Il en va de même dans d’autres pays européens, qui ont aussi contribué à écrire une partie de cette histoire. Ainsi, la Grande-Bretagne représente l’un des berceaux de l’horlogerie, surtout grâce à la chronométrie marine, qui a permis l’établissement de la longitude en mer, une invention de John Harrison. “Cette technique n’est arrivée que plusieurs décennies plus tard sur le continent car les Britanniques l’ont tenue secrète, afin de la réserver à leur marine, fait remarquer Pascal Ravessoud. En effet, qui maîtrise la mer maîtrise le monde”.

Comme les autres grands Etats européens, l’Allemagne est une terre horlogère depuis très longtemps. Emmanuel Schneider rappelle que notre voisin a commencé par développer une industrie de la pendule dès le XVIIe siècle, dans le massif montagneux de la Forêt-Noire. Les XVIIIe et XIXe siècles voient l’essor des horloges à coucou, spécialités de cette région. En 1845, les premiers horlogers s’installent à Glashütte, petite cité au sud de Dresde. Ferdinand Adolph Lange y fonde A. Lange & Söhne, marque qui verra son activité interrompue par la Seconde Guerre mondiale et la nationalisation des biens par le régime de la RDA, comme ce fut aussi le cas pour l’autre manufacture de la ville, Glashütte Original.

A. Lange & Söhne

Dans l’Europe du Sud, l’histoire horlogère de l’Espagne connaît aussi son lot de savants et de princes intéressés par l’horlogerie mécanique, explique l’équipe de la FHH. Sans doute moins bien lotie par rapport à d’autres nations, l’Espagne compte cependant quelques horlogers d’exception et une marque populaire, Festina, établie à Barcelone pendant la Seconde Guerre mondiale. Elle appartient depuis quarante ans au groupe Festina Lotus.

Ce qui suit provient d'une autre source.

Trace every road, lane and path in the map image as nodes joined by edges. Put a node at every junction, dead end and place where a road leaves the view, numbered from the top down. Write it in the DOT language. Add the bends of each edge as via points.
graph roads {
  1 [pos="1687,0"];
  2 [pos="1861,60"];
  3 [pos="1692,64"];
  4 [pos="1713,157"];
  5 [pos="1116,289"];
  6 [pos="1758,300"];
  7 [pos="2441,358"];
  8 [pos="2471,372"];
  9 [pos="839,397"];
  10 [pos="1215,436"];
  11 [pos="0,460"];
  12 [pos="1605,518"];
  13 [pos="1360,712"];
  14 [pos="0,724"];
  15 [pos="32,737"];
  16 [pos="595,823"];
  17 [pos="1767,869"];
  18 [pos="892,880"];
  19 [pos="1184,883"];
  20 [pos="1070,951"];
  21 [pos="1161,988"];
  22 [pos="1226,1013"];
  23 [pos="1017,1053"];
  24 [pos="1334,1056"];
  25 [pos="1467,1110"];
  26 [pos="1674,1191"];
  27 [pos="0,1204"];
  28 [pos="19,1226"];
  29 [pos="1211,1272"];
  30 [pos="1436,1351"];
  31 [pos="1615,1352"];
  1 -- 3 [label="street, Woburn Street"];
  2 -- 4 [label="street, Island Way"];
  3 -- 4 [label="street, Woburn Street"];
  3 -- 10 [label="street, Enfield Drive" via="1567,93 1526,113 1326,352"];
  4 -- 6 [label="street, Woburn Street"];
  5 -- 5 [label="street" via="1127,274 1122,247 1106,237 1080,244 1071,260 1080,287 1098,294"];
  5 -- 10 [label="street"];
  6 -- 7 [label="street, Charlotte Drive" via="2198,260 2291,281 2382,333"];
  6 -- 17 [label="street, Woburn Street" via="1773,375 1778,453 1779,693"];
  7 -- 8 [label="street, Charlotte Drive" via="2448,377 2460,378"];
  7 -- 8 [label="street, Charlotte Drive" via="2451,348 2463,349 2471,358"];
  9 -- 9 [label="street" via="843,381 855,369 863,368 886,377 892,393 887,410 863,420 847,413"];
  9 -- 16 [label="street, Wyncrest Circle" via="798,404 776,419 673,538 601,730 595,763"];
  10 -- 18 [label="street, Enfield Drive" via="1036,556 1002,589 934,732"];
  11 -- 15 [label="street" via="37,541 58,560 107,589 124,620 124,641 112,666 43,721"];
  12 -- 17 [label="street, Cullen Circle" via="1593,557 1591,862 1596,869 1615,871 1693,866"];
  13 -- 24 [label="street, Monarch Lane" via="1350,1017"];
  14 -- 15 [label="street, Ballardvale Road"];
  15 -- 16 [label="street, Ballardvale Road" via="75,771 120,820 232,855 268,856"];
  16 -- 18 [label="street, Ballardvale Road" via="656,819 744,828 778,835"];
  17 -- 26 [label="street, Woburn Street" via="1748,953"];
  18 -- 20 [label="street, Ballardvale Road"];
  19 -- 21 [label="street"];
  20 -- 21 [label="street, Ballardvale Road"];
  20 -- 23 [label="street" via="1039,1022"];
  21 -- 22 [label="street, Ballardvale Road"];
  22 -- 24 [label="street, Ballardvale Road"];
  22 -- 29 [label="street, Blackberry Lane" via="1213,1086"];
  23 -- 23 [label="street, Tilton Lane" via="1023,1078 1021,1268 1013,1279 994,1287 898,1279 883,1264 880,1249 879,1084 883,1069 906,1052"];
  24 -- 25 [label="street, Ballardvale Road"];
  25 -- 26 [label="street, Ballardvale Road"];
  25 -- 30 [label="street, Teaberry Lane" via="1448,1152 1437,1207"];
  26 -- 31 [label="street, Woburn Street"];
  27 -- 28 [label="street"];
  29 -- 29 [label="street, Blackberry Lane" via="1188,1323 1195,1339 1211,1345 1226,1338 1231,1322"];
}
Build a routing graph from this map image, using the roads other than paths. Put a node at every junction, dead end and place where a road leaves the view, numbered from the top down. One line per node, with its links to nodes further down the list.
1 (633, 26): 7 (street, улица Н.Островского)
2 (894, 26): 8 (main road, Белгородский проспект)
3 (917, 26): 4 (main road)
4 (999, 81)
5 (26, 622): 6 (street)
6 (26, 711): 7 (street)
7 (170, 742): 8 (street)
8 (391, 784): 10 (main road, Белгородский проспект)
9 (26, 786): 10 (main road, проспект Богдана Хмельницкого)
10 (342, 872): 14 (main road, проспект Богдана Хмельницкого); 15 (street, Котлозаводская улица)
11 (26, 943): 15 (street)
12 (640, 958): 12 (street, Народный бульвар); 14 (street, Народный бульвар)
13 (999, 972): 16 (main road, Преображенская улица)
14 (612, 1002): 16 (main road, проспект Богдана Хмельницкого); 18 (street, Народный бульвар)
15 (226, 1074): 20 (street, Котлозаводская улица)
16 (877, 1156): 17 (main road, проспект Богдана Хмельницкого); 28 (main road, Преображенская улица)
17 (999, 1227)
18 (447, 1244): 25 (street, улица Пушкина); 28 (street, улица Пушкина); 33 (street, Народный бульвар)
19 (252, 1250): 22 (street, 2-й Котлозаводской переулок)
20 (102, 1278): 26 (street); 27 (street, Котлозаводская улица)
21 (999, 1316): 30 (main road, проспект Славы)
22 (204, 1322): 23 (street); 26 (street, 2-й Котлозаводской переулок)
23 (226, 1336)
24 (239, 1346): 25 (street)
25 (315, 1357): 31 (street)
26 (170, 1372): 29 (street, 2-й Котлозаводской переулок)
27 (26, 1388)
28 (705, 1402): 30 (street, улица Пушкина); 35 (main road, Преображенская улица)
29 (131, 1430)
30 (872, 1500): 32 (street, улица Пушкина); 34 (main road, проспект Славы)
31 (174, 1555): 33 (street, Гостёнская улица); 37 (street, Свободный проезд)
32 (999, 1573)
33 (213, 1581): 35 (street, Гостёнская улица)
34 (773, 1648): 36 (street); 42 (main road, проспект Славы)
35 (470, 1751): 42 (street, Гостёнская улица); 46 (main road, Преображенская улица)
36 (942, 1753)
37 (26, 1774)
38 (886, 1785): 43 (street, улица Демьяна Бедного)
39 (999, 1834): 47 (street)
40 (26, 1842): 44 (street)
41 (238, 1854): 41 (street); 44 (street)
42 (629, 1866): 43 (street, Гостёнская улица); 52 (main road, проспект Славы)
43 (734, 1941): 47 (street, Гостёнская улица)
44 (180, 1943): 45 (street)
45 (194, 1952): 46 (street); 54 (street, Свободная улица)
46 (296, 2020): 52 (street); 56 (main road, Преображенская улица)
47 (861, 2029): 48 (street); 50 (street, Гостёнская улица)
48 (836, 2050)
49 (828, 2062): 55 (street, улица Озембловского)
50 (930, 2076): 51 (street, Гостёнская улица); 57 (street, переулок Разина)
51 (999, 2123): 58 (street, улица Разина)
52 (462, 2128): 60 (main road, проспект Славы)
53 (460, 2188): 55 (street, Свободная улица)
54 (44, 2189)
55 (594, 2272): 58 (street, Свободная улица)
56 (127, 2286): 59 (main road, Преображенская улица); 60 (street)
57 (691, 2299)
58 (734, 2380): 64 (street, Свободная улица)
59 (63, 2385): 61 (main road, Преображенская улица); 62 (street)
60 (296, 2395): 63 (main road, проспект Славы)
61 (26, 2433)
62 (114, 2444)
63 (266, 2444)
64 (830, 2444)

Du côté de l’Italie, les racines sont, de longue date, ancrées dans le territoire. Emmanuel Schneider estime que des artistes, scientifiques et humanistes comme Léonard de Vinci, Galilée ou encore Filippo Brunelleschi ont fait avancer l’horlogerie dans la Botte. Il raconte aussi comment Giovanni Panerai a fondé en 1860 une boutique qui vendait des montres suisses et fabriquait en parallèle des composants de mesure. Equipementier de la marine, Panerai livrait d’abord des outils de plongée. Par la suite, au début du XXe siècle, la marque est devenue fournisseur officiel de la marine royale italienne. “Panerai n’a commercialisé aucune montre avant de se lancer sur le marché civil en 1993”, fait-il remarquer.

Au-delà des frontières européennes, s’il y a un pays profondément attaché à la fabrication des montres depuis cent ans, c’est bien le Japon, souvent considéré comme le grand concurrent de la Suisse. Les marques nippones couvrent différentes gammes de prix : de Seiko à Grand Seiko, en passant par Citizen ou Casio. A propos de l’Empire du Soleil Levant, Pascal Ravessoud évoque “une certaine fierté liée aux garde-temps made in Japan à partir de la Seconde Guerre mondiale”.

Grand Seiko

En 1969, ces fabricants, notamment Seiko, mettent à mal l’horlogerie traditionnelle européenne avec leurs montres à quartz. La grande compétition se jouait alors sur la précision. Or, le quartz était imbattable sur ce point. “Ce fut un véritable changement de paradigme, raconte le vice-président de la FHH. Seiko reste aujourd’hui une marque qui se focalise sur la précision, aussi bien dans ses mouvements mécaniques qu’à quartz.” Et chez Grand Seiko, il décrit “un temps infini consacré à régler les machines pour atteindre la perfection dans la fabrication des composants”. Une exigence qu’il rapproche de celle des horlogers suisses.